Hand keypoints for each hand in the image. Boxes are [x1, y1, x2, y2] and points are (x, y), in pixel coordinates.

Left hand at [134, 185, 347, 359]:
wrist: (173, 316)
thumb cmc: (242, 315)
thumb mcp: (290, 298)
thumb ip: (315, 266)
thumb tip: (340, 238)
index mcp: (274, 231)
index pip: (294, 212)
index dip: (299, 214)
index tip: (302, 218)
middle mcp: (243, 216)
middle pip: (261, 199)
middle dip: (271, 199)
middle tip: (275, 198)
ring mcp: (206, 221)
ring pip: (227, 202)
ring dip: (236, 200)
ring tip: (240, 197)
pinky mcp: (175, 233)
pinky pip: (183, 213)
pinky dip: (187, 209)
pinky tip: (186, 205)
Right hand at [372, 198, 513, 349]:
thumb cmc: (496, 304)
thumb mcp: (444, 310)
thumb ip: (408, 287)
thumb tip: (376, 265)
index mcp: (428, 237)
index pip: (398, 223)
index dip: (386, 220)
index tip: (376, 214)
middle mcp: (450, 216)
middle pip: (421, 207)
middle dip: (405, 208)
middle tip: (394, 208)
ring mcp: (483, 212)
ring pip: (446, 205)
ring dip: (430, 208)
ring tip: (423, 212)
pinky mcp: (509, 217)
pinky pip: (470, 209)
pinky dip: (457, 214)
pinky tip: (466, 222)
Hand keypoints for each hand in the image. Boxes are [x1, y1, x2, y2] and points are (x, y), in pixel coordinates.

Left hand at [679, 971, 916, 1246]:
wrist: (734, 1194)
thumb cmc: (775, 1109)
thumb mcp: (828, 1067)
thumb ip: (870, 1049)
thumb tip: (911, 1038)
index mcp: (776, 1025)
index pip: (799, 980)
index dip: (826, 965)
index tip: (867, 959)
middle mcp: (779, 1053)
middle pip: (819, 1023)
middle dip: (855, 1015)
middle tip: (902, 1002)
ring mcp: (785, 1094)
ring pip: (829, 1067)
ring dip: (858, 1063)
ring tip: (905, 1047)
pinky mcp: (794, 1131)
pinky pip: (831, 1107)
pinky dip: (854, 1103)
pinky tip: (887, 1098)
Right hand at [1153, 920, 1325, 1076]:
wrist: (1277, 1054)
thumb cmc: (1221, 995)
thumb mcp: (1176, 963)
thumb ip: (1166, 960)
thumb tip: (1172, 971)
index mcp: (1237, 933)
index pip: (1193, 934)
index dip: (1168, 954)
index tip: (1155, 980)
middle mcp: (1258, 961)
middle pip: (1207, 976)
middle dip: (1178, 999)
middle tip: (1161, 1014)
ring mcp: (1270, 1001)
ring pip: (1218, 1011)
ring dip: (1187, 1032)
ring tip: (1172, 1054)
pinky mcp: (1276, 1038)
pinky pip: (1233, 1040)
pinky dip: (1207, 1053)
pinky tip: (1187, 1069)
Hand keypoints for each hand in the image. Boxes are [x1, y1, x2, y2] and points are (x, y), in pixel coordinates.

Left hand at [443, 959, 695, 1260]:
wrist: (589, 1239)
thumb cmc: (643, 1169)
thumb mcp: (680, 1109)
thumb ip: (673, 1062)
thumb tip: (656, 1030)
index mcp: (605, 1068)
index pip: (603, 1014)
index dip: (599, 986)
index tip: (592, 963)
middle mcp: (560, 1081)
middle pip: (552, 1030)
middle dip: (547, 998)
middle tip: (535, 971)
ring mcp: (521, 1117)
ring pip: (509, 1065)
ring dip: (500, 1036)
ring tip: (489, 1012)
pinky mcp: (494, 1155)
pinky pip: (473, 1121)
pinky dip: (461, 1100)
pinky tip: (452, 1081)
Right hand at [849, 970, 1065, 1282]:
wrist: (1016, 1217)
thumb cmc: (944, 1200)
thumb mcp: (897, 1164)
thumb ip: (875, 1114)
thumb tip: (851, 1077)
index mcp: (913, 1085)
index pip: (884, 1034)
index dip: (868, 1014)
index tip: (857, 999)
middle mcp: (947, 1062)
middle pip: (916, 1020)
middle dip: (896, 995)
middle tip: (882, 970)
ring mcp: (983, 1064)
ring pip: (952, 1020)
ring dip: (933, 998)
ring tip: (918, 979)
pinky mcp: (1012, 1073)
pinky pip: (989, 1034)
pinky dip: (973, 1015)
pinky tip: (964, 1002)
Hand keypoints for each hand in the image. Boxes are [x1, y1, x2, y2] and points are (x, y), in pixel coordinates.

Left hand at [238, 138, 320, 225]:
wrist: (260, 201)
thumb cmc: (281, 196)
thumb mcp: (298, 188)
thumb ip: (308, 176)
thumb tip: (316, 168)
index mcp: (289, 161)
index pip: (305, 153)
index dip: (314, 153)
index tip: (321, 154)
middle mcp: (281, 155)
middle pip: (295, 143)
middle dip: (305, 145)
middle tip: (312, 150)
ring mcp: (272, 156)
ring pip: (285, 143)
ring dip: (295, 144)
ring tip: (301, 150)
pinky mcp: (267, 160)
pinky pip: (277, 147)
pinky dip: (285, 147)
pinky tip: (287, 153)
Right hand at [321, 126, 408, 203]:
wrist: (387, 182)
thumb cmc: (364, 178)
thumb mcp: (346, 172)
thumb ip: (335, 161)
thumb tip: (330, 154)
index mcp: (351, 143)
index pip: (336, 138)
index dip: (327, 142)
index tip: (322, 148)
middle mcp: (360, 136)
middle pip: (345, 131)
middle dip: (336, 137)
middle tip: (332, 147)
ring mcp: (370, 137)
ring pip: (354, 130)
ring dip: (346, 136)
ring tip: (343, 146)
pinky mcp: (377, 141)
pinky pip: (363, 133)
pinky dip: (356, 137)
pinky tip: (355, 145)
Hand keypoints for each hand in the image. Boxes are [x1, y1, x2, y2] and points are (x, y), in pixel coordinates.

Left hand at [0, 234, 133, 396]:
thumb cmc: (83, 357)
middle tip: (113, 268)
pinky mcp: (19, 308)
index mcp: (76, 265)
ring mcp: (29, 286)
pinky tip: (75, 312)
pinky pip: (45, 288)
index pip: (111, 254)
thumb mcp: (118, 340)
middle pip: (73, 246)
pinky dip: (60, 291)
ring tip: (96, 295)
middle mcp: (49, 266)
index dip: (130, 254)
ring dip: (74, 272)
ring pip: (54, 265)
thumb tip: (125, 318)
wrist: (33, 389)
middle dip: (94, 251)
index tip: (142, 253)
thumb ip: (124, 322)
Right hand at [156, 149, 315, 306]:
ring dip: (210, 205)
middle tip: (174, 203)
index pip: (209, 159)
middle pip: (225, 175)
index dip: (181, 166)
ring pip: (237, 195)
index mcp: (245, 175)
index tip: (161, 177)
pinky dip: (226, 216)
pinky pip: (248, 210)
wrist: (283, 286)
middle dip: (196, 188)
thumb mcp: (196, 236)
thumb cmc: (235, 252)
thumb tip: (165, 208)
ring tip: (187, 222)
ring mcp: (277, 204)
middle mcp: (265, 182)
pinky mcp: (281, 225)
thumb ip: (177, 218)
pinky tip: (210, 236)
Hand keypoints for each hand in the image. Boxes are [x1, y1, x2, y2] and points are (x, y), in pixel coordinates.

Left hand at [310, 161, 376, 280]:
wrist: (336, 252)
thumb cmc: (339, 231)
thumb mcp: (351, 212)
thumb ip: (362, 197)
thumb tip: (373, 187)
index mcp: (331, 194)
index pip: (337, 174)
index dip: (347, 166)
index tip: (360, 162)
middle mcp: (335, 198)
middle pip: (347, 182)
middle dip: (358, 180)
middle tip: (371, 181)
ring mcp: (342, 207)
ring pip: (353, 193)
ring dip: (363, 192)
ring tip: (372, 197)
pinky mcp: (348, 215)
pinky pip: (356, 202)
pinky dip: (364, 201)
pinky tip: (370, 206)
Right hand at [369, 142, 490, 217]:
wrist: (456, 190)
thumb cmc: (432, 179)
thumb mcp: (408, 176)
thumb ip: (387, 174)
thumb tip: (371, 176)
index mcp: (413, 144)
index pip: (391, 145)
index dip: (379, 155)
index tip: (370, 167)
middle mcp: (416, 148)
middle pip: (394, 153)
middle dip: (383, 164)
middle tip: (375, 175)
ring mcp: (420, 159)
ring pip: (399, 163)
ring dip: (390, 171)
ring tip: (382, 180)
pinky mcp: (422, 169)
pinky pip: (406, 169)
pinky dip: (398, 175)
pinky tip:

WHAT YOU HAVE TO DO> Keep to the lines above, from the first one through the line where "ring mcp: (206, 221)" appears, and copy them exactly.

WRITTEN ANSWER>
Hand keypoints for each hand in the image. Boxes are [x1, y1, x2, y2] and points are (x, y), in pixel coordinates.

Left hand at [134, 185, 347, 359]:
wrist: (173, 316)
thumb cmc: (242, 315)
thumb mcp: (290, 298)
thumb ip: (315, 266)
thumb tip: (340, 238)
index mcp: (274, 231)
index pip: (294, 212)
index dip: (299, 214)
index tip: (302, 218)
middle mcp: (243, 216)
middle pip: (261, 199)
middle dip: (271, 199)
middle tip: (275, 198)
ring mcp: (206, 221)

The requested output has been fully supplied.